[Stored data entries]
☆ ☆ ☆ ☆

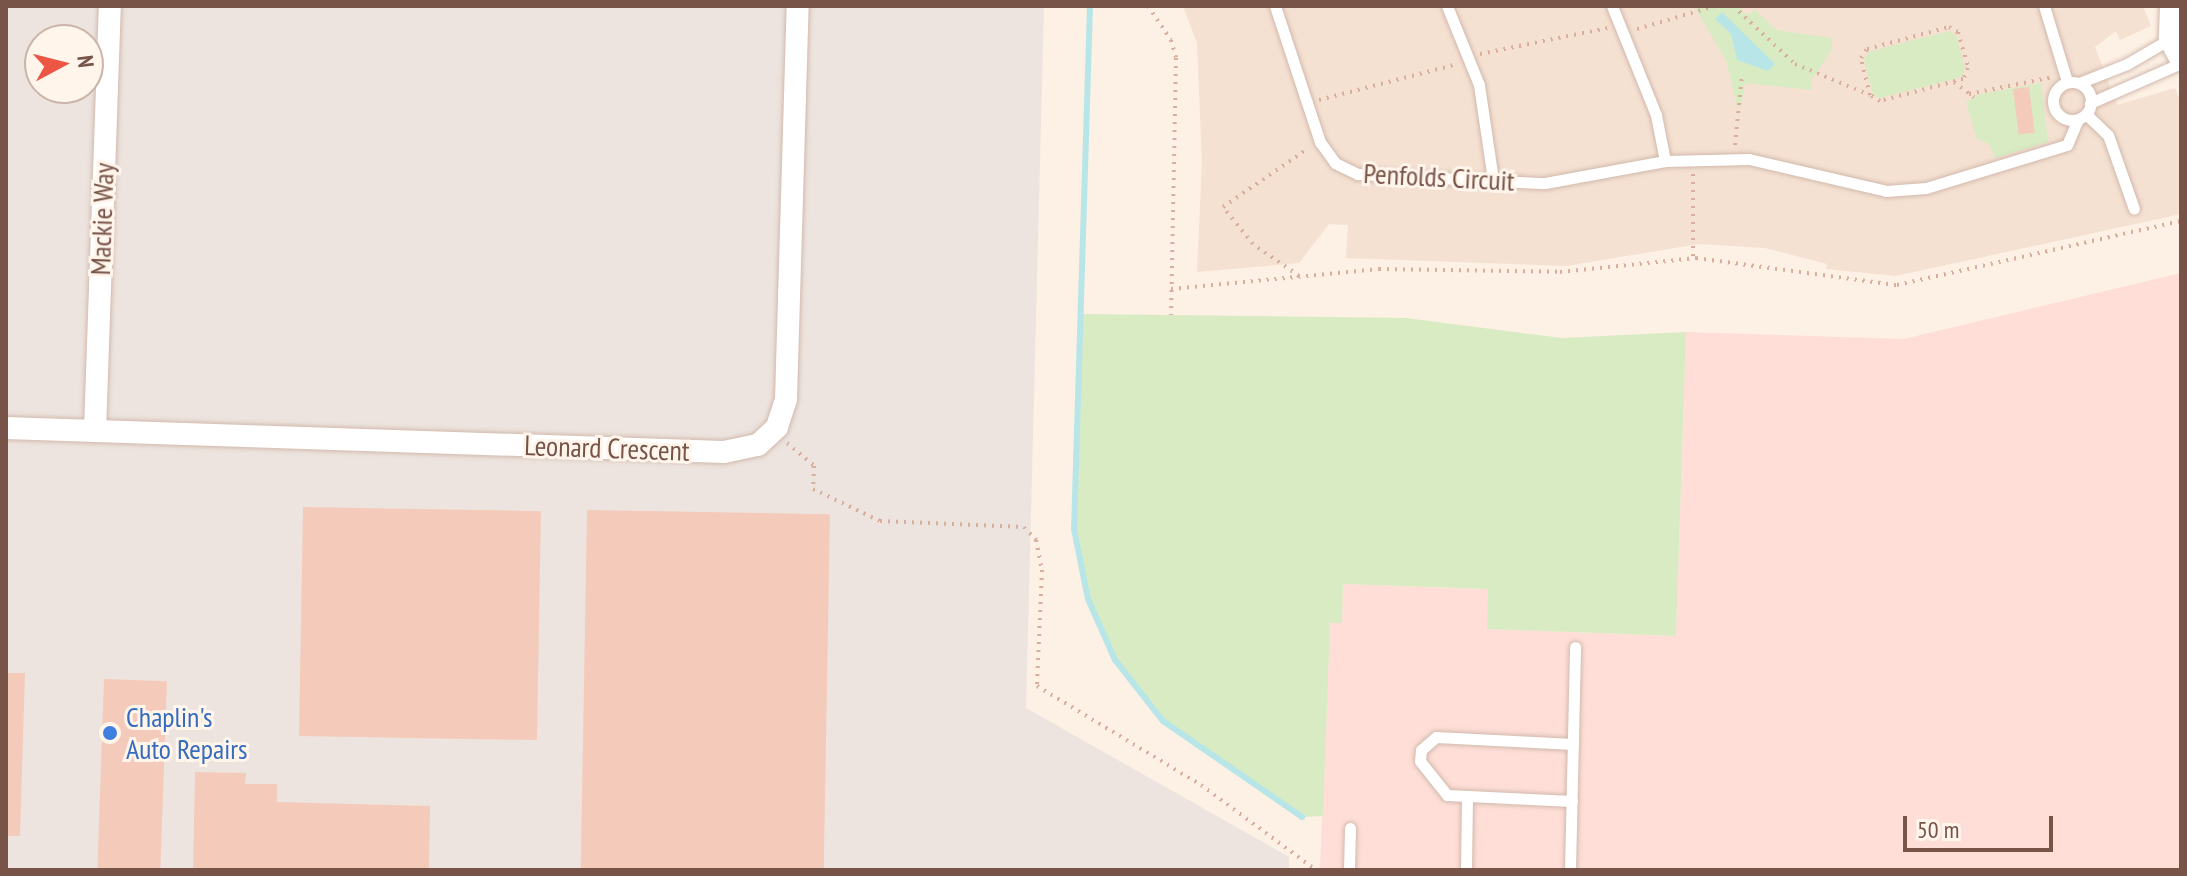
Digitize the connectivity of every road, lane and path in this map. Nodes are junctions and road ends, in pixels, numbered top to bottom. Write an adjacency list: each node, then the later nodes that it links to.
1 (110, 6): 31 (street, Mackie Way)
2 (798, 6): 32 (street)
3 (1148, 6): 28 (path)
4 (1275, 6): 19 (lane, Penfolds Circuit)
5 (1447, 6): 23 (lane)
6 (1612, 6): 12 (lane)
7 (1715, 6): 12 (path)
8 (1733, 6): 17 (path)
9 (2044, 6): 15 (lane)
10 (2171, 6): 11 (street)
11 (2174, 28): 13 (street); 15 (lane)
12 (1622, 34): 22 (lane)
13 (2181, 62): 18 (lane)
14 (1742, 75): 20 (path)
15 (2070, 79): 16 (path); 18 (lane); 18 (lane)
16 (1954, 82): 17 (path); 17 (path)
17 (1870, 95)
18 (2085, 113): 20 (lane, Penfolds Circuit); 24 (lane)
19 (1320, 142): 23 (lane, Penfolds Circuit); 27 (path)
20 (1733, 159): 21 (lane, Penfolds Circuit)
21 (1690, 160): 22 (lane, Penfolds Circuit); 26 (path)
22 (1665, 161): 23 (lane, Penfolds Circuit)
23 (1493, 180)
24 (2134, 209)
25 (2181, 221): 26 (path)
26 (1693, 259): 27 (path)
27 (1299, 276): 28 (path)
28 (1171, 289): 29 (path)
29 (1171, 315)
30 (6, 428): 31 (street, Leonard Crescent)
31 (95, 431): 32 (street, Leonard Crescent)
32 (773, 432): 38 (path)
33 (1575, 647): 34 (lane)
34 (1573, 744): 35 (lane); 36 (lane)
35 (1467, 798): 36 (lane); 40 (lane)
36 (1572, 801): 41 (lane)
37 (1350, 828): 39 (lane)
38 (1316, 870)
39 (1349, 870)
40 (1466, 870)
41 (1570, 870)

☆ ☆ ☆ ☆

*Work required*.
Send back every record exactly as it stands, except the pictures.

*Finished task*.
Digitize the connectivity of every road, lane and path in this map. Nodes are junctions and road ends, in pixels, numbered top to bottom. Write an adjacency list: each node, then the later nodes that it links to.
1 (110, 6): 31 (street, Mackie Way)
2 (798, 6): 32 (street)
3 (1148, 6): 28 (path)
4 (1275, 6): 19 (lane, Penfolds Circuit)
5 (1447, 6): 23 (lane)
6 (1612, 6): 12 (lane)
7 (1715, 6): 12 (path)
8 (1733, 6): 17 (path)
9 (2044, 6): 15 (lane)
10 (2171, 6): 11 (street)
11 (2174, 28): 13 (street); 15 (lane)
12 (1622, 34): 22 (lane)
13 (2181, 62): 18 (lane)
14 (1742, 75): 20 (path)
15 (2070, 79): 16 (path); 18 (lane); 18 (lane)
16 (1954, 82): 17 (path); 17 (path)
17 (1870, 95)
18 (2085, 113): 20 (lane, Penfolds Circuit); 24 (lane)
19 (1320, 142): 23 (lane, Penfolds Circuit); 27 (path)
20 (1733, 159): 21 (lane, Penfolds Circuit)
21 (1690, 160): 22 (lane, Penfolds Circuit); 26 (path)
22 (1665, 161): 23 (lane, Penfolds Circuit)
23 (1493, 180)
24 (2134, 209)
25 (2181, 221): 26 (path)
26 (1693, 259): 27 (path)
27 (1299, 276): 28 (path)
28 (1171, 289): 29 (path)
29 (1171, 315)
30 (6, 428): 31 (street, Leonard Crescent)
31 (95, 431): 32 (street, Leonard Crescent)
32 (773, 432): 38 (path)
33 (1575, 647): 34 (lane)
34 (1573, 744): 35 (lane); 36 (lane)
35 (1467, 798): 36 (lane); 40 (lane)
36 (1572, 801): 41 (lane)
37 (1350, 828): 39 (lane)
38 (1316, 870)
39 (1349, 870)
40 (1466, 870)
41 (1570, 870)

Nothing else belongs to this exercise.